500 pages of the best contemporary fiction you will read this year and probably next year too.
The Sleepwalker’s Guide to Dancing
Bloomsbury Publishing UK
The story of a family, divided across generations and cultures, wrestling with its future and its past, The Sleepwalker’s Guide to Dancing is at once magical, mouth-watering and heartbreaking.
Of all the family gatherings in her childhood, one stands out in Amina’s memory. It is 1979, in Salem India, when a visit to her grandmother’s house escalates into an explosive encounter, pitching brother against brother, mother against son.
In its aftermath, Amina’s father Thomas rushes his family back to their new home in America. And while at first it seems that the intercontinental flight has taken them out of harm’s way, his decision sets off a chain of events that will forever haunt Thomas and his wife Kamala; their intellectually furious son, Akhil and the watchful young Amina.
Now, twenty years later, Amina receives a phone call from her mother. Thomas has been acting strangely and Kamala needs her daughter back. Amina returns to the New Mexico of her childhood, where her mother has always filled silences with food, only to discover that getting to the truth is not as easy as going home.
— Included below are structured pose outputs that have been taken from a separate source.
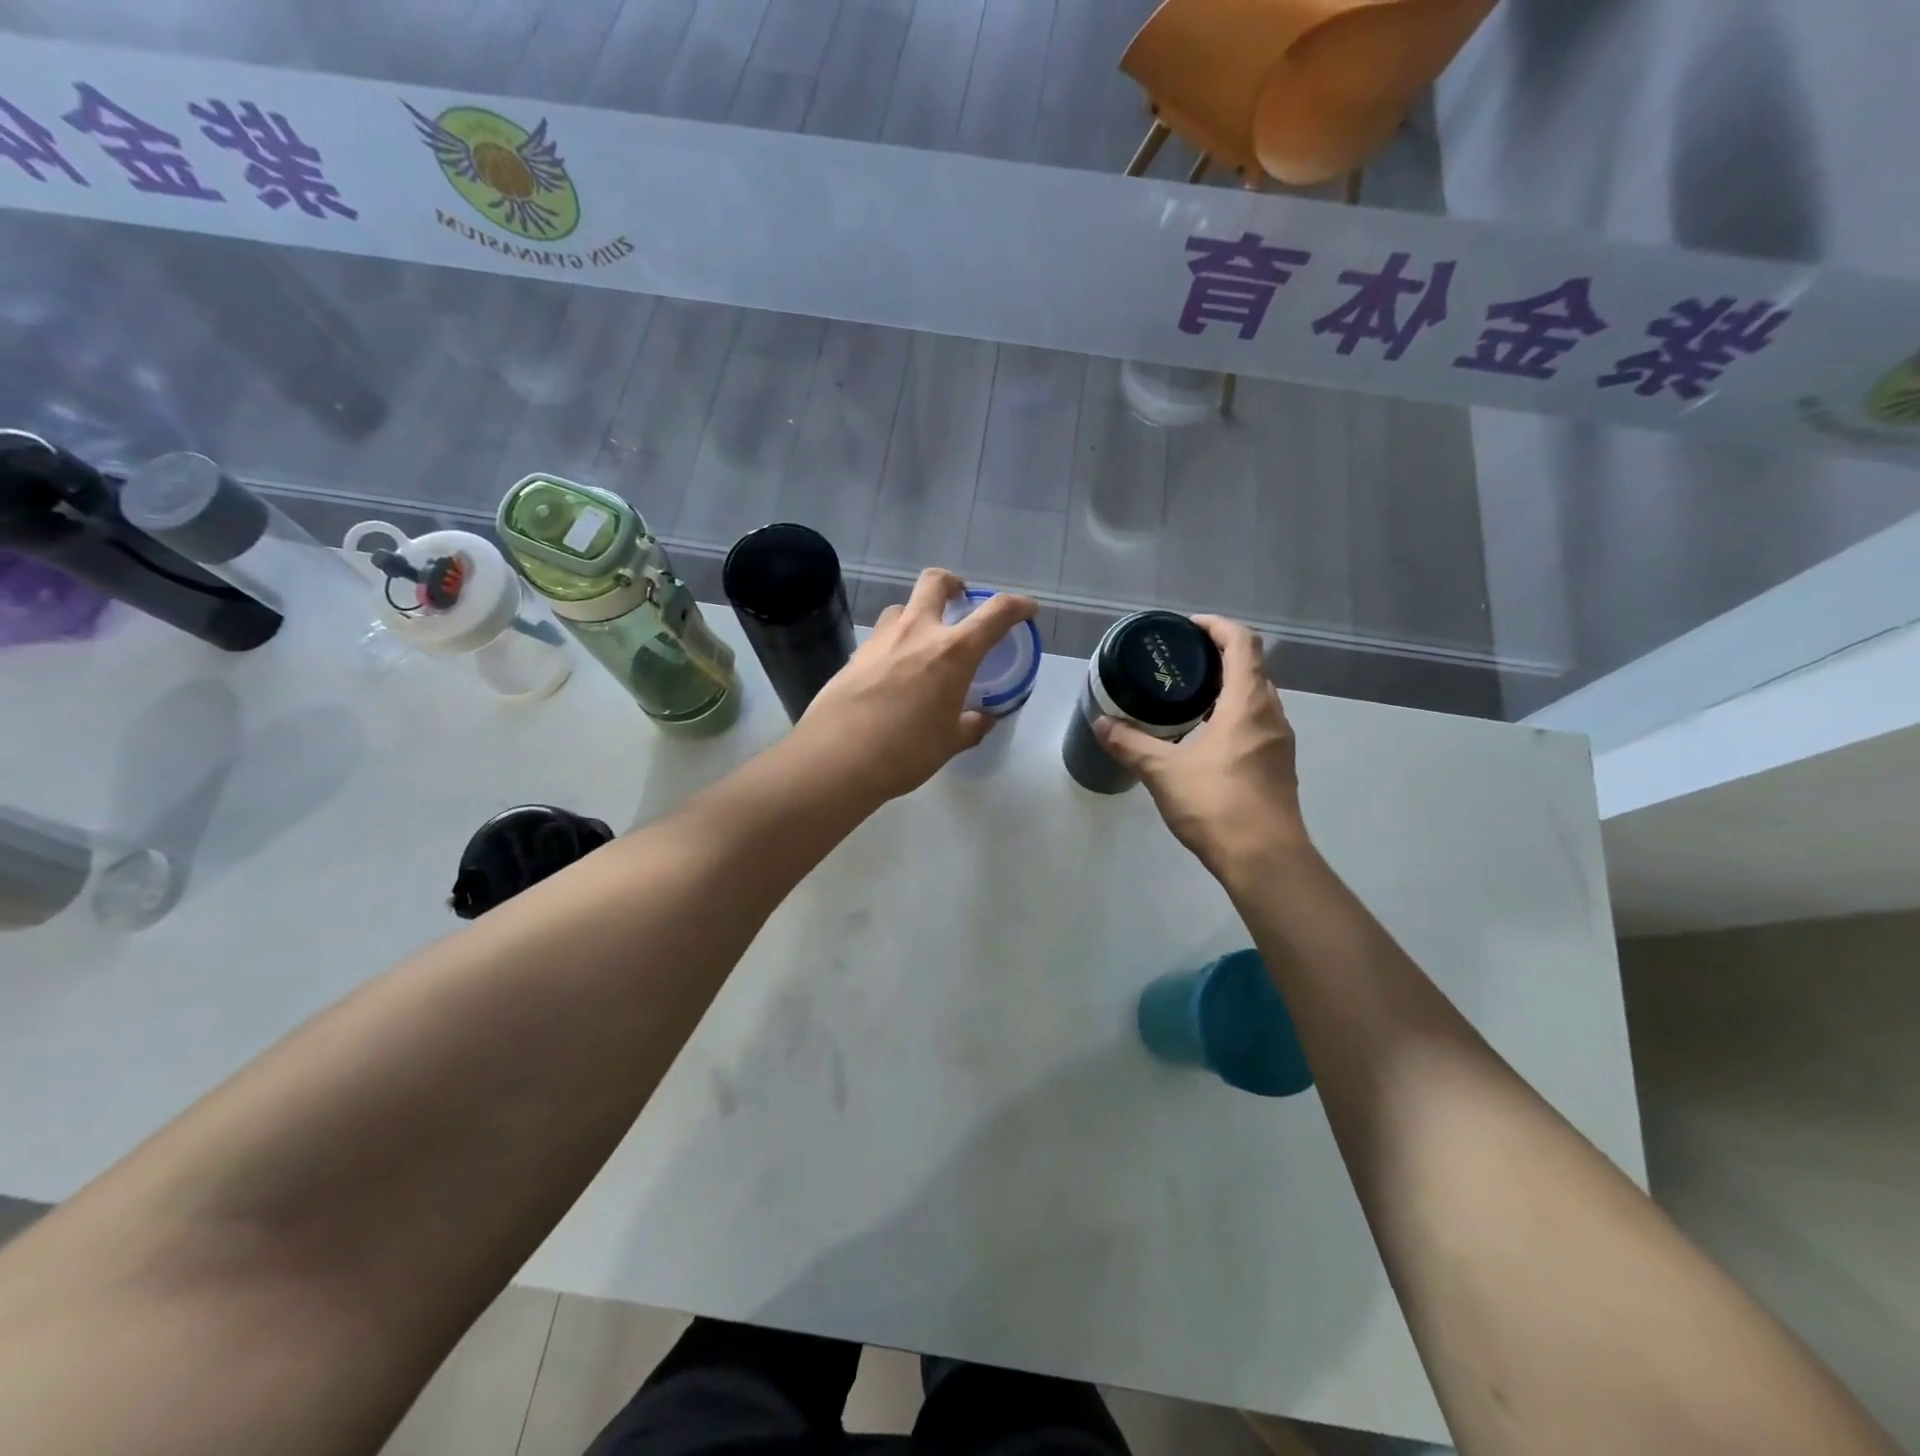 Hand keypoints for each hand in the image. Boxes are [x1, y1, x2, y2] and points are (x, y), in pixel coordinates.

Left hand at [793, 569, 1036, 802]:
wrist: (836, 758)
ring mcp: (880, 639)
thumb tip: (982, 718)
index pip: (995, 613)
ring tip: (922, 643)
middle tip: (960, 602)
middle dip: (953, 584)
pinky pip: (880, 636)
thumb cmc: (905, 751)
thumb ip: (971, 725)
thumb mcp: (949, 742)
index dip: (1017, 606)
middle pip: (936, 582)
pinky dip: (894, 643)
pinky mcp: (854, 654)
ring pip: (902, 607)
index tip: (1027, 609)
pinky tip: (892, 673)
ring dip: (918, 614)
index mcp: (953, 651)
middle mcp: (917, 632)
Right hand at [1095, 616, 1312, 883]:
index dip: (1216, 626)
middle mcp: (1271, 714)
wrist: (1265, 860)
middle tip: (1179, 663)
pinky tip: (1202, 737)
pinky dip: (1232, 716)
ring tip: (1185, 698)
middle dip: (1218, 657)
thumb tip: (1100, 723)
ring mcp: (1279, 742)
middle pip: (1252, 667)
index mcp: (1248, 703)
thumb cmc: (1217, 805)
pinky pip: (1256, 724)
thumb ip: (1131, 744)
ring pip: (1256, 698)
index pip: (1243, 642)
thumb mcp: (1164, 772)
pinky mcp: (1278, 766)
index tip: (1187, 627)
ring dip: (1226, 689) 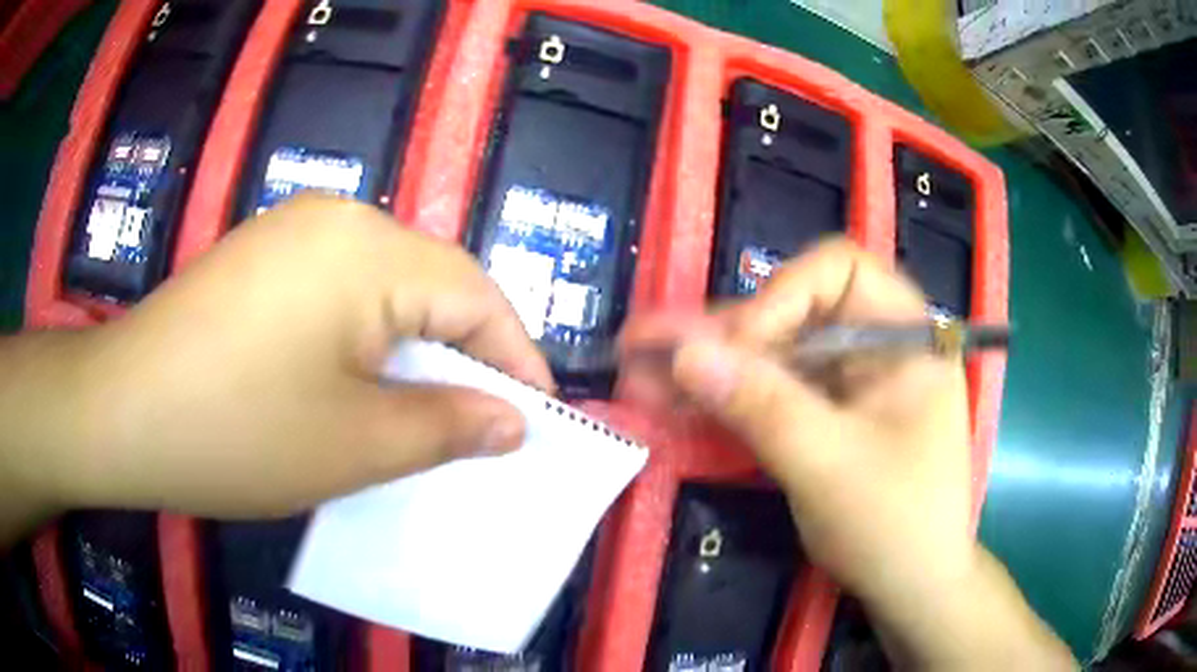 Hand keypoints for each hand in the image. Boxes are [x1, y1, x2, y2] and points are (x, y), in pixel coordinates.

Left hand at [49, 195, 551, 518]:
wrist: (119, 413)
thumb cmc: (238, 431)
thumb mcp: (357, 444)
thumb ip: (448, 426)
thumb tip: (514, 421)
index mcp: (368, 249)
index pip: (476, 295)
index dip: (515, 359)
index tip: (537, 418)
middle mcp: (335, 220)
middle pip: (430, 286)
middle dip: (462, 358)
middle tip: (478, 425)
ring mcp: (290, 233)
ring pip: (383, 291)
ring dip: (410, 352)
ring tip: (419, 413)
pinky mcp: (259, 259)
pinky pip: (336, 292)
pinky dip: (362, 341)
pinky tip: (350, 387)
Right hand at [621, 238, 1073, 668]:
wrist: (911, 588)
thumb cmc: (895, 525)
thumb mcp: (830, 466)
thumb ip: (762, 406)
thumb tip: (685, 353)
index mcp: (903, 336)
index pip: (838, 271)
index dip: (781, 295)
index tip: (738, 348)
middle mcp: (874, 346)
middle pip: (790, 314)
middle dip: (719, 335)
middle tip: (644, 346)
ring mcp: (846, 384)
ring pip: (770, 357)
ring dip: (706, 366)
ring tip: (635, 368)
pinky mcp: (822, 418)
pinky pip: (768, 395)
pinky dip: (723, 400)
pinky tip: (668, 401)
Confronted with Thomas’s unwillingness to talk, Kamala’s Born Again convictions, and the suspicion that not everything is what it seems, Amina finds herself at the centre of a mystery so tangled that to make any headway, she has to excavate her family’s painful past. And in doing so she must lay her own ghosts to rest.
I hesitated before writing this review. Actually I did more than that, I procrastinated…for weeks. Let me explain; I read this book, I fell in love with the writing, the dialogue, the stories and the family and when I finished this book I didn’t know how I could possibly express my feelings and do justice to this book.
Maybe I’ll start with the writing – so realistic, flows, appears effortless, and beckons you to keep turning the pages. The narrative is complex yet reads beautifully and simply. The dialogue is natural, full of humour, full of meaning and spoke to me. The multiple story arcs; of family life, of growing up, of immigration, of life with children, of shedding skins and discovering who we really are and what is really important, of love, of death, tradition, ghosts of the past and the present …so many stories within a story, amazing! Delightful! Engaging! There is something in this novel that anyone can and will relate to.
All I can really do is suggest you read this powerful book. I know you will enjoy it. You can thank me later for the recommendation.